Banach-Steinhaus, operator theory

Let $X$ be a Banach space, $Y$ be a normed linear space, and $\func{B}{X \times Y}{\R}$ be a bilinear function. Suppose that for each $x \in X$ there exists a constant $C_x \geq 0$ such that $\abs{B\p{x, y}} \leq C_x\norm{y}$ for all $y \in Y$ , and for each $y \in Y$ there exists a constant $C_y \geq 0$ such that $\abs{B\p{x, y}} \leq C_y\norm{x}$ for all $x \in X$ .

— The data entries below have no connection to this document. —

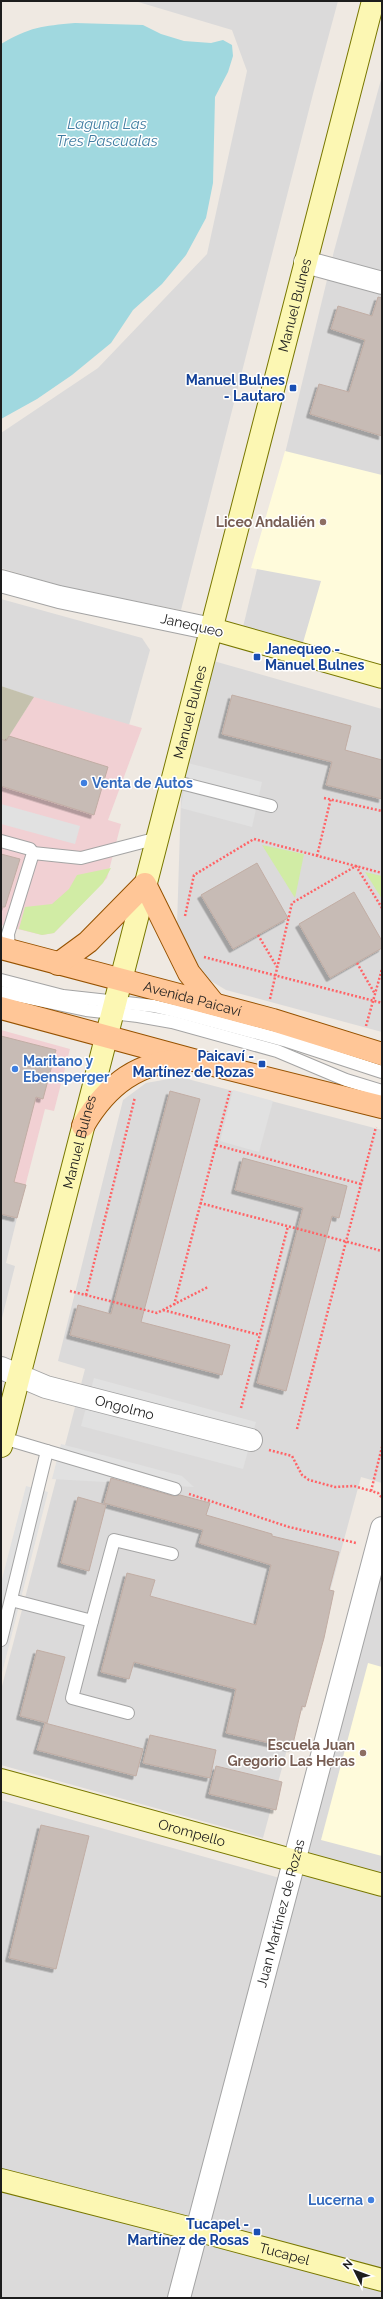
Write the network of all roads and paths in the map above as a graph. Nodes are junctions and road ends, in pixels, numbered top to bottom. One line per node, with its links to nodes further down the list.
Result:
1 (373, 1): 2 (main road, Manuel Bulnes)
2 (305, 262): 3 (street); 5 (main road, Manuel Bulnes)
3 (382, 283)
4 (1, 581): 5 (street, Janequeo)
5 (212, 629): 6 (main road, Janequeo); 7 (main road, Manuel Bulnes)
6 (382, 677)
7 (173, 781): 10 (lane); 12 (main road, Manuel Bulnes)
8 (324, 798): 9 (path)
9 (331, 798): 11 (path); 15 (path)
10 (271, 806)
11 (382, 811)
12 (158, 838): 14 (lane); 18 (main road, Manuel Bulnes)
13 (1, 841): 14 (lane)
14 (33, 853): 21 (lane)
15 (317, 856): 16 (path); 20 (path)
16 (356, 866): 17 (path); 19 (path); 26 (path)
17 (382, 873)
18 (145, 884): 25 (main road); 30 (main road, Manuel Bulnes); 35 (main road)
19 (382, 908)
20 (184, 919)
21 (6, 935): 25 (main road, Avenida Paicaví)
22 (258, 935): 26 (path)
23 (197, 955): 28 (path)
24 (357, 963): 32 (path)
25 (58, 964): 30 (main road, Avenida Paicaví)
26 (277, 967): 28 (path)
27 (382, 969): 32 (path)
28 (276, 975): 33 (path); 36 (path)
29 (1, 980): 38 (lane)
30 (121, 980): 35 (main road, Avenida Paicaví); 38 (main road, Manuel Bulnes)
31 (1, 992): 38 (lane)
32 (375, 994): 33 (path)
33 (373, 1000): 34 (path); 39 (path)
34 (382, 1003)
35 (214, 1004): 41 (main road, Avenida Paicaví)
36 (268, 1005)
37 (1, 1008): 40 (main road)
38 (114, 1008): 40 (main road, Manuel Bulnes); 43 (lane); 45 (lane)
39 (364, 1031)
40 (107, 1036): 42 (main road); 48 (main road, Manuel Bulnes)
41 (382, 1054)
42 (197, 1061): 47 (main road); 48 (main road)
43 (382, 1072)
44 (232, 1086): 49 (path)
45 (382, 1091)
46 (136, 1092): 57 (path)
47 (380, 1115): 50 (path)
48 (83, 1126): 61 (main road, Manuel Bulnes)
49 (216, 1145): 50 (path); 51 (path)
50 (361, 1184): 53 (path)
51 (200, 1203): 52 (path); 58 (path)
52 (288, 1226): 53 (path); 60 (path)
53 (346, 1242): 54 (path); 63 (path)
54 (382, 1251)
55 (208, 1287): 58 (path)
56 (70, 1291): 57 (path)
57 (86, 1295): 59 (path)
58 (174, 1305): 59 (path)
59 (163, 1310): 60 (path)
60 (260, 1335): 62 (path)
61 (10, 1372): 64 (street, Ongolmo); 65 (main road, Manuel Bulnes)
62 (241, 1408)
63 (297, 1429)
64 (251, 1440): 69 (path)
65 (2, 1442): 67 (lane)
66 (382, 1447): 69 (path)
67 (47, 1451): 68 (lane); 73 (lane)
68 (175, 1489): 71 (path)
69 (371, 1491): 70 (path)
70 (382, 1498)
71 (379, 1538): 78 (street, Juan Martínez de Rozas)
72 (172, 1554): 74 (lane)
73 (11, 1600): 74 (lane); 75 (lane)
74 (92, 1620): 76 (lane)
75 (1, 1640)
76 (128, 1712)
77 (1, 1780): 78 (main road, Orompello)
78 (294, 1861): 79 (main road, Orompello); 81 (street, Juan Martínez de Rozas)
79 (382, 1885)
80 (1, 2180): 81 (main road, Tucapel)
81 (196, 2230): 82 (main road, Tucapel); 83 (street, Juan Martínez de Rozas)
82 (382, 2280)
83 (179, 2298)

Show that then there exists a constant $C \geq 0$ such that $\abs{B\p{x, y}} \leq C\norm{x}\norm{y}$ for all $x \in X$ and all $y \in Y$ .

Solution.

First, if we fix $y \in Y$ , then $x \mapsto B\p{x, y}$ is a linear functional with operator norm at most $C_y$ , so we are working with a family of bounded linear functionals. Notice that our assumptions tell us that for a given $x \in X$ ,

\abs{B\p{x, y}} \leq C_x\norm{y} \implies \sup_{\norm{y} = 1}\,\abs{B\p{x, y}} \leq C_x.

Thus, by Banach-Steinhaus, there exists $C > 0$ such that

\sup_{\norm{y} = 1}\,\norm{x \mapsto B\p{x, y}}_{X\to\R} \leq C < \infty.

And so $\abs{B\p{x, y}} \leq C\norm{x}$ for any $\norm{y} = 1$ . If we fix $x$ , then $y \mapsto B\p{x, y}$ is a bounded linear function with operator norm smaller than $C\norm{x}$ , and so $\abs{B\p{x, y}} \leq C\norm{x}\norm{y}$ , as required.